I respectfully dissent.”

So what does disco music have to do with all of this?

When I was a very young kid, there was this thing called the disco revolution. Fond memories, indeed. Disco music was immensely popular, but you weren’t supposed to like it because it wasn’t "hip." Even if you did like it, you didn’t dare admit it. Well I loved all kinds of music, including disco. The local hard rock radio station, WRIF, came out with this publicity stunt called D.R.E.A.D. — Detroit Rockers Engaged in the Abolition of Disco. Jim Johnson (JJ) and the Morning Crew were sworn to uphold the conditions set forth by D.R.E.A.D — no listening to disco records or disco stations; no wearing zodiac jewelry or 3-piece suits; and the non-violent elimination of disco from the face of the earth. The listeners loved it, and D.R.E.A.D. fever swept the under-25 set in the city.

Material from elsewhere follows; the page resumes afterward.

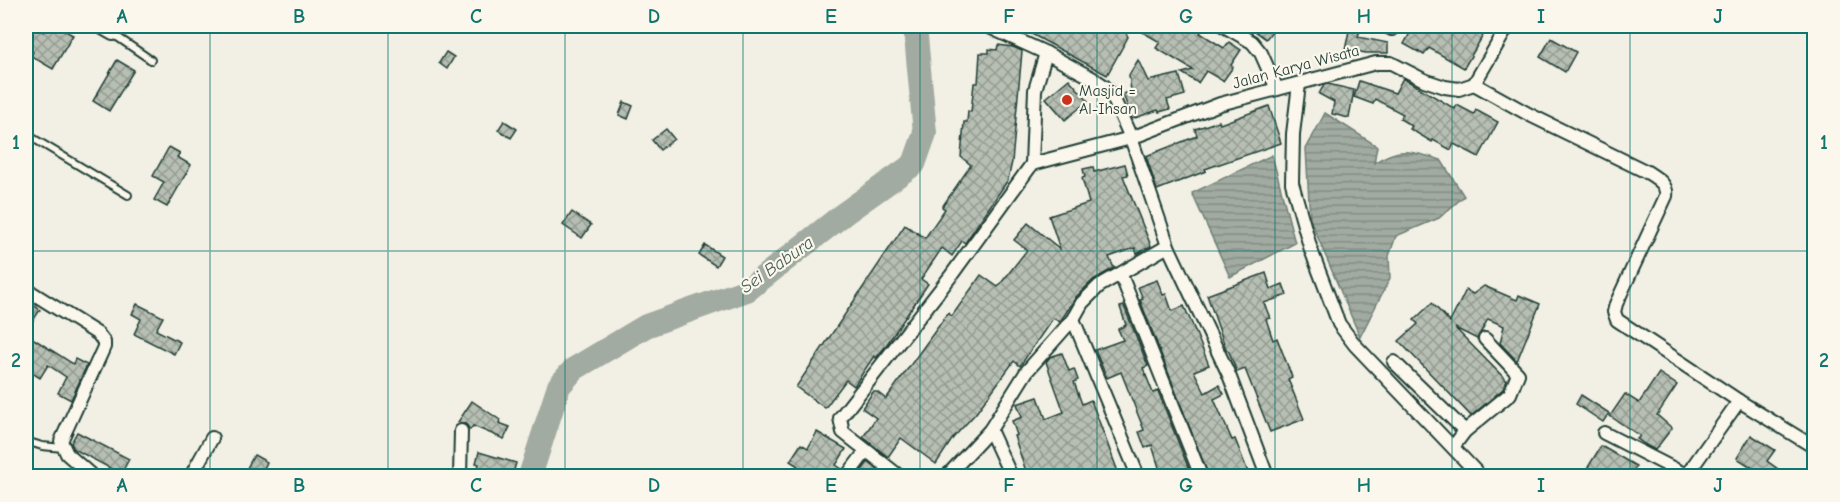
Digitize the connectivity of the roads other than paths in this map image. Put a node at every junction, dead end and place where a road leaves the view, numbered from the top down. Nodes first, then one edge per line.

My older brothers became D.R.E.A.D. members, and accordingly, I became a card-carrying member as well. Hey, I had a Bee Gees t-shirt, but that wasn’t as cool as being like my older brothers. In the spirit of WRIF traditions, rockers all over the Detroit area burned their disco records and called the station to proudly boast about the latest disco record that turned to ashes. I would join my brothers and friends in the ritualistic burnings of disco records, the first such experience being in the backyard, when the parents weren’t home. The record was “Saturday Night Fever.” We butchered, beat, stomped on, and burned that puppy. Records don’t burn too well, so we ended up with a massively warped album that was broken to pieces and lying all over the place.

In essence, it doesn’t matter how or why you dispose of your property. If you choose to dispose of that which you own, your means of doing so, along with your political philosophy, rage, or emotional state, are entirely irrelevant to the act itself. If I did value the symbolic or historical nature of the standard American flag, my affection would be intimate, or directed specifically toward that particular piece of property which embodies my worship. I would relish my symbol and my property without regard to the property of others.

In the end, angrily desecrating your own flag is like burning your disco records in your backyard or furiously throwing your phone against your living room wall. The historical significance, colors, symbol, or mystical reverence of the property in question is irrelevant when the focal point is absolute property rights. For this reason, the American flag and Saturday Night Fever are both assigned the identical status in a propertarian order: legitimate property belonging to the owner to worship or burn as he sees fit. What’s yours is yours, and what’s mine is mine.